§ Assigned task: Copy out all lines in the data below containing the string "Termine".

§ Dataset excerpts:
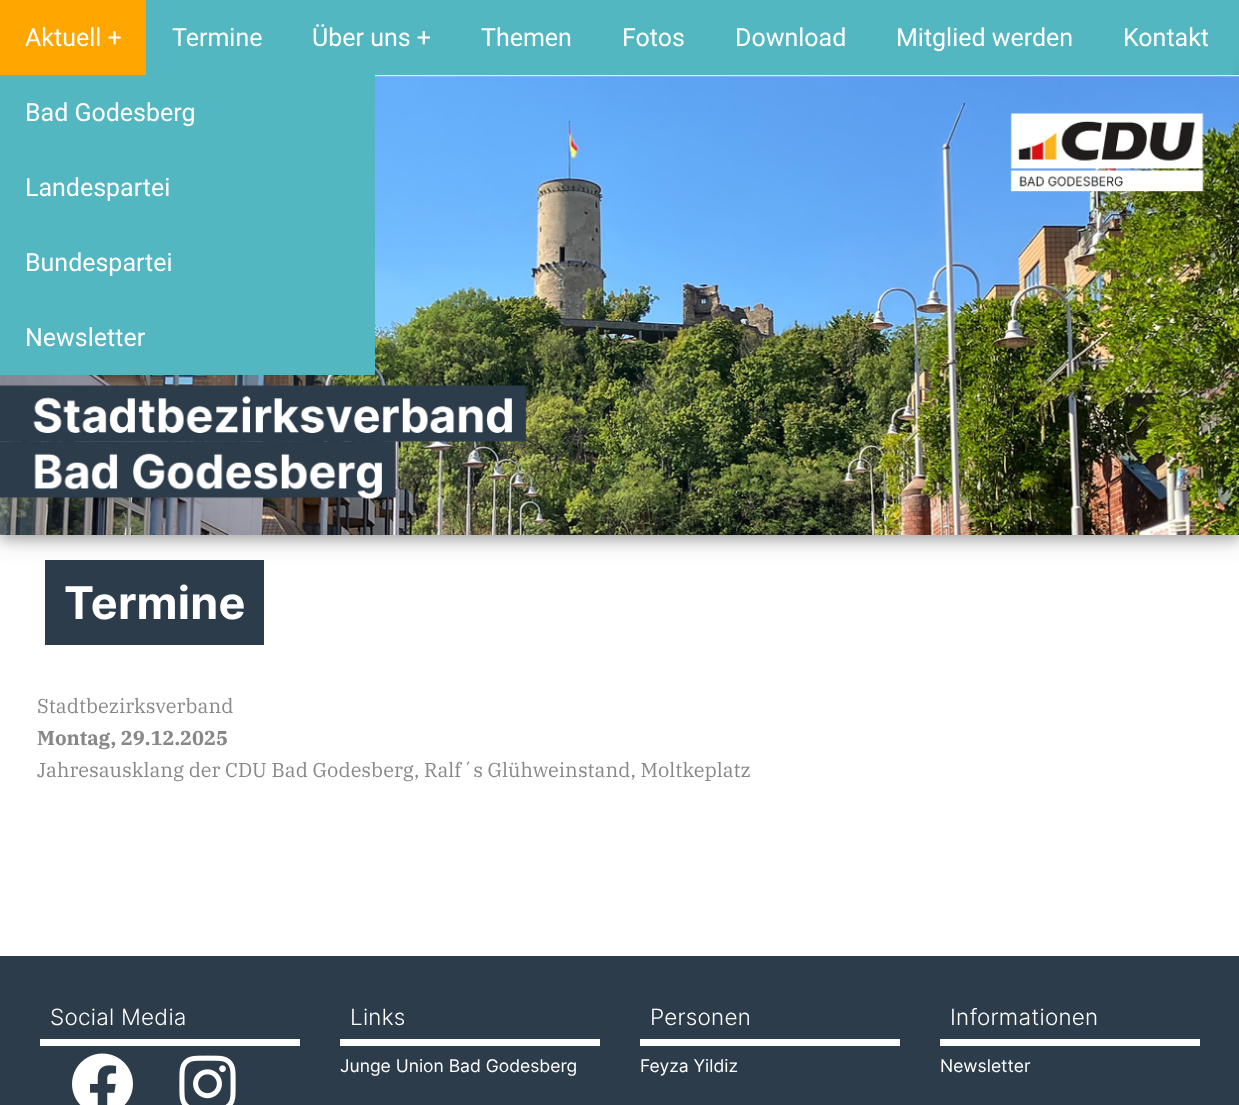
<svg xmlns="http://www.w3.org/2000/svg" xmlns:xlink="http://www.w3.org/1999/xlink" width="1239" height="1105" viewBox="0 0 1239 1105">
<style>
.cls-1{font:25px Roboto;fill:#ffffff}
.cls-2{font:bold 45px Inter;letter-spacing:0.25px;fill:#ffffff}
.cls-3{font:20px IBM Plex Serif;fill:#888888}
.cls-4{font:bold 20px IBM Plex Serif;fill:#888888}
.cls-5{font:300 22.5px Inter;letter-spacing:0.25px;fill:#ffffff}
.cls-6{font:17.5px Inter;fill:#ffffff}
</style>
<rect width="100%" height="100%" fill="#ffffff"/>
<rect fill="#52b7c1" x="1234" y="0" width="5" height="75"/>
<rect fill="#000000" fill-opacity="0.19" filter="blur(12.5px)" x="0" y="81" width="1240" height="459"/>
<rect fill="#000000" fill-opacity="0.2" filter="blur(6px)" x="0" y="81" width="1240" height="459"/>
<rect fill="#ffa600" x="0" y="0" width="146" height="75"/>
<image xlink:href="image0.png" x="0" y="76" width="1239" height="459"/>
<rect fill="#52b7c1" x="0" y="75" width="375" height="300"/>
<rect fill="#52b7c1" x="146" y="0" width="1088" height="75"/>
<rect fill="#2d3c4b" x="45" y="560" width="219" height="85"/>
<rect fill="#2d3c4b" x="0" y="956" width="1239" height="149"/>
<rect fill="#ffffff" x="40" y="1039" width="260" height="7"/>
<image xlink:href="image1.png" x="72" y="1053" width="61" height="52"/>
<image xlink:href="image2.png" x="179" y="1055" width="57" height="50"/>
<rect fill="#ffffff" x="340" y="1039" width="260" height="7"/>
<rect fill="#ffffff" x="640" y="1039" width="260" height="7"/>
<rect fill="#ffffff" x="940" y="1039" width="260" height="7"/>
<text class="cls-1" x="25" y="46">Aktuell +</text>
<text class="cls-1" x="25" y="121">Bad Godesberg</text>
<text class="cls-1" x="25" y="196">Landespartei</text>
<text class="cls-1" x="25" y="271">Bundespartei</text>
<text class="cls-1" x="25" y="346">Newsletter</text>
<text class="cls-1" x="172" y="46">Termine</text>
<text class="cls-1" x="312" y="46">Über uns +</text>
<text class="cls-1" x="481" y="46">Themen</text>
<text class="cls-1" x="622" y="46">Fotos</text>
<text class="cls-1" x="735" y="46">Download</text>
<text class="cls-1" x="896" y="46">Mitglied werden</text>
<text class="cls-1" x="1123" y="46">Kontakt</text>
<text class="cls-2" x="64" y="619">Termine</text>
<text class="cls-3" x="37" y="713">Stadtbezirksverband</text>
<text class="cls-4" x="37" y="745">Montag, 29.12.2025</text>
<text class="cls-3" x="37" y="777">Jahresausklang der CDU Bad Godesberg, Ralf´s Glühweinstand, Moltkeplatz</text>
<text class="cls-5" x="50" y="1025">Social Media</text>
<text class="cls-5" x="350" y="1025">Links</text>
<text class="cls-6" x="340" y="1072">Junge Union Bad Godesberg</text>
<text class="cls-5" x="650" y="1025">Personen</text>
<text class="cls-6" x="640" y="1072">Feyza Yildiz</text>
<text class="cls-5" x="950" y="1025">Informationen</text>
<text class="cls-6" x="940" y="1072">Newsletter</text>
</svg>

§ Response to the task:
<text class="cls-1" x="172" y="46">Termine</text>
<text class="cls-2" x="64" y="619">Termine</text>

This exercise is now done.